Go to the river to find the nuggets; follow the nuggets to the lode.
I have to recognize that, though I can’t fully explain why, this path, maybe two miles long running right next to the Neponset River (a tranquil companion never more than three or so meters to the side) is so evocative for me.
After I discovered it in early April and walked it the first time, I kept thinking about it, its specific details and its general impact on me. I just traveled it a second time a few days ago, and the effect is just as strong.
Is this little trail a concrete expression of fantasy landscapes I fed my imagination on as a boy?
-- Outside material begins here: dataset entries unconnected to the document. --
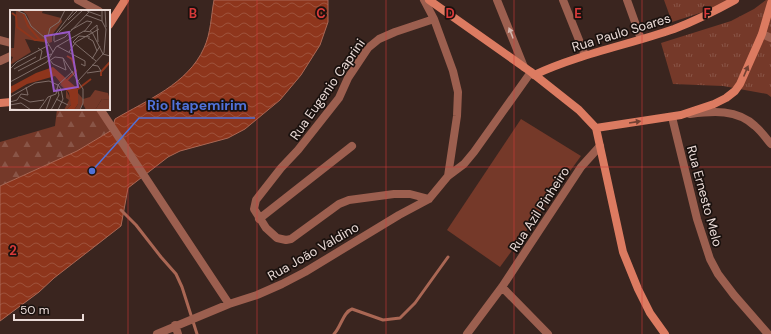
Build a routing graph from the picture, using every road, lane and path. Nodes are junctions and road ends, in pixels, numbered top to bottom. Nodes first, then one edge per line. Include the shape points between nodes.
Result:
1 (78, 0) edge
2 (125, 0) edge
3 (424, 0) edge
4 (429, 0) edge
5 (497, 0) edge
6 (562, 0) edge
7 (627, 0) edge
8 (735, 0) edge
9 (771, 3) edge
10 (97, 10) edge
11 (434, 19) junction
12 (111, 20) edge
13 (762, 34) junction
14 (771, 38) edge
15 (641, 39) junction
16 (0, 40) edge
17 (10, 43) edge
18 (10, 56) edge
19 (585, 56) junction
20 (0, 60) edge
21 (524, 67) junction
22 (533, 74) junction
23 (10, 102) edge
24 (0, 103) edge
25 (101, 110) edge
26 (676, 116) junction
27 (596, 128) junction
28 (771, 144) edge
29 (352, 146) dead end
30 (600, 146) junction
31 (448, 176) junction
32 (429, 199) junction
33 (260, 219) junction
34 (502, 287) junction
35 (229, 304) junction
36 (175, 326) junction
37 (159, 334) edge
38 (178, 334) edge
39 (467, 334) edge
40 (548, 334) edge
41 (665, 334) edge
42 (768, 334) edge

1 - 10 street
2 - 12 street
3 - 11 street
4 - 21 street
21 -> 5 street
6 - 19 street
7 - 15 street
8 - 15 street, Rua Paulo Soares via 687,24
9 - 13 street
11 - 31 street via 454,71 458,92
11 - 33 street, Rua Eugenio Caprini via 379,39 368,48 348,78 339,98 256,200 254,209
13 - 14 street
26 -> 13 street via 714,104 735,91
15 - 19 street, Rua Paulo Soares
16 - 17 street
18 - 20 street
19 - 22 street, Rua Paulo Soares
21 - 22 street
22 - 27 street via 579,110
22 - 31 street via 474,152 464,164
23 - 24 street
25 - 35 street
27 -> 26 street
26 - 28 street via 719,112 735,114 756,126
26 - 42 street, Rua Ernesto Melo via 697,219 710,259 734,295
27 - 30 street
29 - 33 street
30 - 34 street, Rua Azil Pinheiro via 581,167
30 - 41 street via 623,252 650,313
31 - 32 street
32 - 33 street via 410,194 349,200 286,240 277,238
32 - 35 street, Rua João Valdino via 305,272 257,295
34 - 39 street, Rua Azil Pinheiro
34 - 40 street
35 - 36 street, Rua João Valdino
36 - 37 street, Rua João Valdino
36 - 38 street

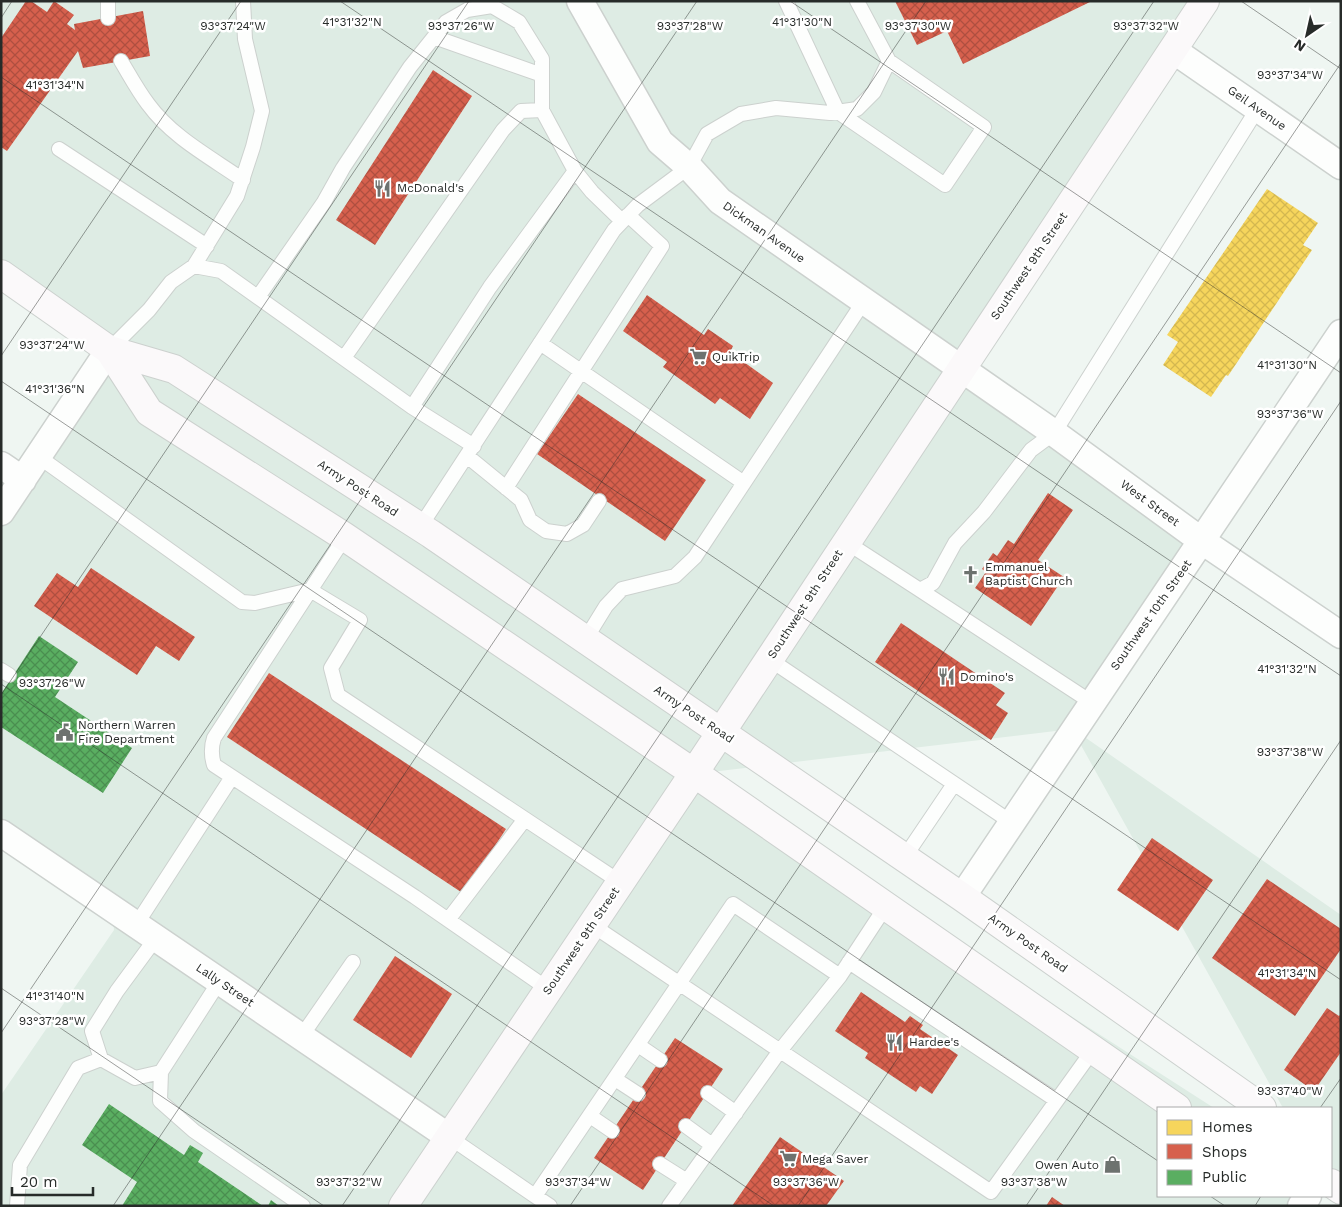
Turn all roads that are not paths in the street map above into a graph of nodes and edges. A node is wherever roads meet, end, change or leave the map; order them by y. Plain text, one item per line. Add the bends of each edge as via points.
1 (108, 1) edge
2 (243, 1) edge
3 (580, 1) edge
4 (786, 1) edge
5 (857, 1) edge
6 (1205, 1) edge
7 (108, 18) dead end
8 (434, 38) junction
9 (1173, 50) junction
10 (121, 61) dead end
11 (889, 61) junction
12 (542, 75) junction
13 (1258, 108) junction
14 (542, 110) junction
15 (838, 112) junction
16 (59, 149) dead end
17 (1341, 166) edge
18 (689, 167) junction
19 (575, 171) junction
20 (243, 180) junction
21 (625, 218) junction
22 (207, 246) junction
23 (194, 266) junction
24 (1, 274) edge
25 (258, 297) junction
26 (864, 301) junction
27 (1341, 333) edge
28 (540, 343) junction
29 (110, 350) junction
30 (344, 358) junction
31 (961, 368) junction
32 (580, 371) junction
33 (412, 407) junction
34 (1054, 433) junction
35 (471, 451) junction
36 (39, 457) junction
37 (1, 465) edge
38 (23, 480) junction
39 (744, 482) junction
40 (506, 488) junction
41 (599, 500) dead end
42 (1, 512) edge
43 (420, 527) junction
44 (345, 537) junction
45 (1202, 540) junction
46 (846, 542) junction
47 (310, 590) junction
48 (920, 590) junction
49 (1341, 635) edge
50 (585, 640) junction
51 (769, 659) junction
52 (1091, 702) junction
53 (720, 732) junction
54 (694, 773) junction
55 (232, 777) junction
56 (954, 784) junction
57 (525, 819) junction
58 (1011, 822) junction
59 (1, 833) edge
60 (904, 858) junction
61 (620, 882) junction
62 (962, 897) junction
63 (886, 906) junction
64 (448, 920) junction
65 (592, 925) junction
66 (146, 932) junction
67 (353, 962) dead end
68 (849, 962) junction
69 (840, 976) junction
70 (220, 982) junction
71 (679, 984) junction
72 (548, 989) junction
73 (301, 1037) junction
74 (638, 1045) junction
75 (1093, 1050) junction
76 (779, 1052) junction
77 (101, 1059) junction
78 (660, 1060) dead end
79 (160, 1072) junction
80 (615, 1079) junction
81 (708, 1093) dead end
82 (638, 1094) dead end
83 (1056, 1100) junction
84 (1176, 1107) edge
85 (1261, 1107) edge
86 (736, 1113) junction
87 (590, 1116) junction
88 (686, 1126) dead end
89 (612, 1131) dead end
90 (449, 1137) junction
91 (712, 1145) junction
92 (660, 1164) dead end
93 (687, 1181) junction
94 (535, 1196) junction
95 (18, 1206) edge
96 (303, 1206) edge
97 (403, 1206) edge
98 (550, 1206) edge
99 (669, 1206) edge

1 - 7 lane
2 - 20 lane via 245,39 262,111
3 - 18 street, Dickman Avenue via 660,142
4 - 15 lane
5 - 11 lane
6 - 9 main road, Southwest 9th Street
8 - 12 lane
8 - 12 lane via 446,22 467,10 492,6 519,22 542,60
8 - 25 lane via 410,67 324,202
9 - 13 street, Geil Avenue
9 - 31 main road, Southwest 9th Street
10 - 20 lane via 148,105 178,136
11 - 15 lane via 874,92 857,109
11 - 15 lane via 984,127 945,185
12 - 14 lane
13 - 17 street, Geil Avenue
13 - 34 lane
14 - 19 lane
14 - 30 lane via 521,111 503,130
15 - 18 lane via 776,108 741,114 707,134
16 - 22 lane
18 - 21 lane
18 - 26 street, Dickman Avenue via 720,201
19 - 21 lane via 592,192
19 - 33 lane via 490,287
20 - 22 lane
21 - 28 lane
21 - 32 lane via 662,246
22 - 23 lane
23 - 25 lane via 220,271
23 - 29 lane via 171,282
24 - 29 main road, Army Post Road
25 - 30 lane
26 - 31 street, Dickman Avenue
26 - 39 lane
27 - 45 street, Southwest 10th Street
28 - 32 lane
28 - 35 lane
29 - 36 street
29 - 43 main road, Army Post Road via 174,369
29 - 44 main road, Army Post Road via 149,412
30 - 33 lane
31 - 34 street, West Street
31 - 46 main road, Southwest 9th Street
32 - 39 lane
32 - 40 lane
33 - 35 lane
34 - 45 street, West Street
34 - 48 lane via 1031,450 984,512 955,543 933,583
35 - 40 lane
35 - 43 lane
36 - 38 street
36 - 47 lane via 242,602
37 - 38 street
38 - 42 street
39 - 50 lane via 695,557 675,576 622,589 606,606
40 - 41 lane via 521,500 530,520 546,531 567,534 583,525
43 - 50 main road, Army Post Road
44 - 47 lane
44 - 54 main road, Army Post Road
45 - 49 street, West Street
45 - 52 street, Southwest 10th Street
46 - 48 lane
46 - 51 main road, Southwest 9th Street
47 - 55 lane via 214,738 211,758
47 - 57 lane via 360,620 331,668 338,695
48 - 52 lane
50 - 53 main road, Army Post Road
51 - 53 main road, Southwest 9th Street
51 - 56 lane
52 - 58 street, Southwest 10th Street
53 - 54 main road, Southwest 9th Street
53 - 60 main road, Army Post Road
54 - 61 main road, Southwest 9th Street
54 - 63 main road, Army Post Road
55 - 64 lane
55 - 66 lane
56 - 58 lane
56 - 60 lane
57 - 61 lane
57 - 64 lane
58 - 62 street, Southwest 10th Street
59 - 66 street, Lally Street
60 - 62 main road, Army Post Road
61 - 65 main road, Southwest 9th Street
62 - 85 main road, Army Post Road
63 - 68 lane
63 - 75 main road, Army Post Road
64 - 72 lane
65 - 71 lane
65 - 72 main road, Southwest 9th Street
66 - 70 street, Lally Street
66 - 77 lane via 117,991 92,1031
67 - 73 lane
68 - 69 lane
68 - 83 lane
69 - 71 lane via 732,904
69 - 76 lane
70 - 73 street, Lally Street
70 - 79 lane
71 - 74 lane
71 - 76 lane
72 - 90 main road, Southwest 9th Street
73 - 90 street, Lally Street
74 - 78 lane
74 - 80 lane
75 - 83 lane
75 - 84 main road, Army Post Road
76 - 83 lane via 990,1192
76 - 86 lane
77 - 79 lane via 135,1078
77 - 95 lane via 78,1068 20,1165
79 - 96 lane via 160,1101 194,1130
80 - 82 lane
80 - 87 lane
81 - 86 lane
86 - 91 lane
87 - 89 lane
87 - 94 lane
88 - 91 lane
90 - 94 lane
90 - 97 main road, Southwest 9th Street
91 - 93 lane
92 - 93 lane
93 - 99 lane
94 - 98 lane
I’ve tried to tell other people about the power it, so isolated and yet not so far away, has on me, and the best I can do after all my glowing descriptions is to say, Let me take you and show you. This is something of an act of some courage because maybe whoever agrees to go will be disappointed and I’ll be tasked to justify my joy: Okay, there’s poison ivy here and there, but not much, and if we keep our eyes open… But see how smoothly, like a soft blouse, the path matches the curves of the river…
If I want to share what it’s like to me these days, I’d include a reference to my friend, that trail beside the Neponset, and how it lures me on and on; and how it makes me think about design (yes, design, for it runs along the top of a berm between the river and a series of wetlands and pools); and how the Neponset (a river I’ve recently come to admire) flows so evenly and broadly and intently from way out near Hopkinton (where another famous river as well as a marathon have their start) to the harbor just opposite Squantum; and how the tender little tableaux along the way touch my heart with their evocative perfection; and how I would like to take a kayak up as far as I could; and how I want to have this wild, somewhat lonely place, as a secret and yet a shared secret. In short, this trail as I have encountered it, once, twice so far, is a multi-faceted gift of livingness.
As I wrap up my first year of “Worth Wanting: the ‘freshness deep down things’”, which I’ve largely spent exploring the interrelated notions of freshness, livingness, encountering, others and othernesses, and the transcendent, it’s time to pivot to the practical. So here I introduce a new form of conversation which I’ll call golding, short for gifts-of-livingness discovering.
If we think of livingness as our appetite for encountering, gifts of livingness are whatever it is that whets that appetite for engagement with others and othernesses. If we think of encounters as adventures of livingness, gifts of livingness are the riches found in the encounters themselves; as well as the intimations of even more to be had in the mother lodes of potential encounterables not just mundane, but even transcendent, and so unconstrained by time, space and number; and ultimately for freshness itself, palpably present in all encounters and so conferring its everlastingness on each.
A golding conversation, then, is one in which we swap news of what is currently stirring in us and what adventures of livingness we have been having so as to quicken our mutual appetite for encounters. So we consider questions like:
*What horizons are luring our imaginations?
*What keeps on winning our respect or admiration?
*What keeps on arousing our curiosity or wonder?
*What keeps on touching our hearts?
*What new arrivals or developments are challenging the patterns of our life?
Golding is not confessional or interrogative. It doesn’t solve or correct anything. There’s no arguing or justifying. It’s not about incentives or compulsions. Golding is not a performance, but a report, descriptively, reflectively, on the liveliness of our livingness.
So a walk along a river can be an example of what’s up with my livingness these days, as a certain book might be, or a visit with grandchildren, or a ten-minute play presented on zoom as part of a theater marathon, or any of the many encounters I, or any, have or can have with any of many others and othernesses in our vicinity, and that’s the point of golding: bringing all this news to the table for mutual enrichment.
So I’m making a plan for meeting people who are ready to go golding together, and see if this new, or at least newly named, form of conversation works. Does it help us say or show what other forms of conversation have not allowed or encouraged? Does it stimulate our appetite for encountering? Does it whet that further appetite for the realm of pure encounterability, for transcendent freshness itself? Let’s see.